The Circuit: Net neutrality; Facebook and Skype in rumored talks; Google deals with malware apps

LEADING THE WEEK: Net neutrality talk is back on the Hill this week as the communications subcommittee of the House Energy and Commerce Committee prepares to hold hearings on net neutrality and the economy. The Federal Communications Commission is expected to turn in a report today on how its net neutrality rule will affect the economy. House Republicans requested the report Thursday.

Facebook, Skype in rumored talks:Facebook and Skype are said to be in talks again, according to a report from Bloomberg, reviving rumors this fall that the two companies were planning to offer Skype voice calls through the social network. Although Skype does offer Facebook integration — users may call their Facebook friends through Skype — there is no way to make Skype calls through Facebook. Sticking to its normal policy of not commenting on speculation, Facebook told Bloomberg, “Last year, we announced the integration of Facebook in Skype, so people can keep up to date with their Facebook friends through News Feed in Skype and even call and SMS their Facebook friends on any phone from Skype. With regards to any further integration, we don’t comment on rumor and speculation and have nothing to announce at this time.”

Google kills 50 malware apps:Google confirmed that it removed 50 malicious mobile applications from its Android Marketplace over the weekend. The company also used a remote kill switch to remove the applications from afflicted devices and is pushing an automatic security update to all those affected by the bad applications. The latest batch of Android trojan applications has raised questions about the security of Google’s mobile marketplace.
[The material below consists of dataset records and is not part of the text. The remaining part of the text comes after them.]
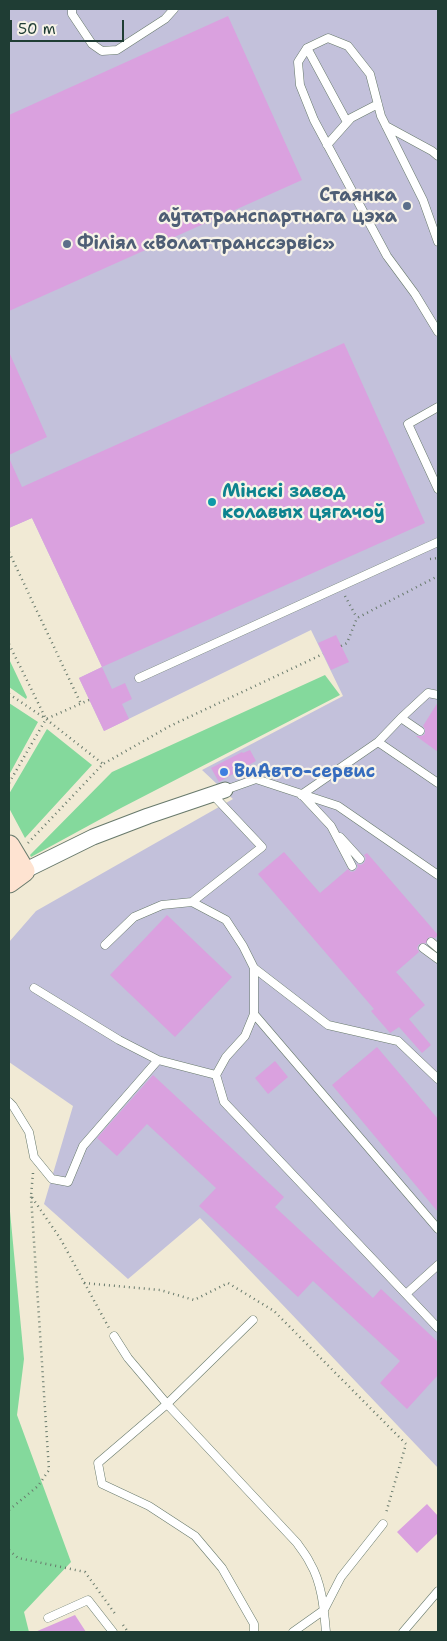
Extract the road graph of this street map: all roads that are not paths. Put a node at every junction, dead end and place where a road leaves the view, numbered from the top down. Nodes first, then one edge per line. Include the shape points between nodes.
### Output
1 (72, 9) edge
2 (174, 9) edge
3 (307, 48) junction
4 (378, 104) junction
5 (347, 122) junction
6 (386, 126) junction
7 (327, 145) junction
8 (438, 156) edge
9 (438, 242) edge
10 (438, 332) edge
11 (438, 408) edge
12 (438, 489) edge
13 (438, 542) edge
14 (139, 678) dead end
15 (438, 695) edge
16 (401, 718) junction
17 (420, 731) dead end
18 (378, 742) junction
19 (438, 783) edge
20 (219, 793) junction
21 (301, 795) junction
22 (331, 826) junction
23 (17, 846) edge
24 (360, 859) dead end
25 (352, 866) dead end
26 (438, 875) edge
27 (16, 876) edge
28 (192, 902) junction
29 (431, 942) dead end
30 (105, 945) dead end
31 (423, 948) dead end
32 (438, 948) edge
33 (438, 959) edge
34 (254, 968) junction
35 (34, 988) dead end
36 (254, 1014) junction
37 (158, 1060) junction
38 (216, 1075) junction
39 (438, 1079) edge
40 (9, 1102) edge
41 (438, 1229) edge
42 (438, 1265) edge
43 (406, 1294) junction
44 (253, 1320) dead end
45 (438, 1328) edge
46 (114, 1336) road end
47 (166, 1404) junction
48 (383, 1524) road end
49 (438, 1591) edge
50 (324, 1610) junction
51 (48, 1618) dead end
52 (113, 1632) edge
53 (254, 1632) edge
54 (293, 1632) edge
55 (326, 1632) edge
56 (404, 1632) edge

1 - 2 lane via 92,44 102,51 117,50 165,20
3 - 4 lane via 328,38 348,46 370,74
3 - 5 lane
3 - 7 lane via 298,62 300,85
4 - 5 lane
4 - 6 lane
5 - 7 lane
6 - 8 lane
6 - 9 lane via 422,200
7 - 10 lane via 387,256
11 - 12 lane via 408,424
13 - 14 lane
15 - 16 lane via 428,693
16 - 17 lane
16 - 18 lane
18 - 19 lane
18 - 21 lane
20 - 21 lane via 256,780
20 - 27 street via 93,837
20 - 28 lane via 262,847
21 - 22 lane
21 - 26 lane via 338,806
22 - 24 lane
22 - 25 lane
23 - 27 street
28 - 30 lane via 162,905 134,917
28 - 34 lane via 226,920
29 - 32 lane
31 - 33 lane
34 - 36 lane
34 - 39 lane via 328,1025 398,1041
35 - 37 lane
36 - 38 lane via 245,1036
36 - 41 lane
37 - 38 lane
37 - 40 lane via 82,1146 68,1182 52,1180 34,1157 29,1132
38 - 43 lane via 224,1102
42 - 43 lane
43 - 45 lane
44 - 47 lane
46 - 47 lane
47 - 50 lane via 297,1543 317,1577
47 - 53 lane via 98,1463 102,1484 149,1506 195,1536 222,1568 254,1624
48 - 50 lane via 340,1577
49 - 56 lane
50 - 54 lane
50 - 55 lane
51 - 52 lane via 88,1600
WikiLeaks suspect made to sleep with no clothes: Pfc. Bradley Manning, who is accused of providing sensitive documents to WikiLeaks, has been forced to sleep without clothes for months and without underwear since this past Wednesday. The Washington Post reported that officials in the brig where he is being detained have said that the measures are for Manning’s safety. Manning’s attorney, David E. Coombs, said the measures were punitive under the guise of concern for his client. The government has denied Manning’s request to be removed from maximum security and prevention-of-injury watch.

Research in Motion loses marketing chief:Right before a major product launch from Research in Motion, the Wall Street Journal reported that head of marketing Keith Pardy will be leaving the company. Pardy, who has been with the company since 2009, will be leaving weeks before the company launches the BlackBerry Playbook tablet. According to the report, Pardy is moving on for personal reasons and will continue at RIM for a six-month transition period. No one has been named to succeed him.

YouTube emerges as Google’s answer to Facebook: An article in the San Jose Mercury News over the weekend examined the shifting relationship between YouTube and Google. Although YouTube bled money for years after its acquisition in 2006, the online video site is now moving toward creating niche channels for consumers rather than simply a collection of individual videos. The article says the autonomy YouTube has within the larger company sets it up as a possible Google rival for Facebook.

Netflix and the telecom industry:The Washington Post examined the role that Netflix has to play in the telecommunications industry as television and Internet continue to merge. The company is undoubtedly making some in the cable industry nervous, particularly given its recent and aggressive expansion. Yet the company will soon have to deal with its limitations concerning when it gets content and competitors such as Amazon Prime.

Hayley Tsukayama covers consumer technology for The Washington Post.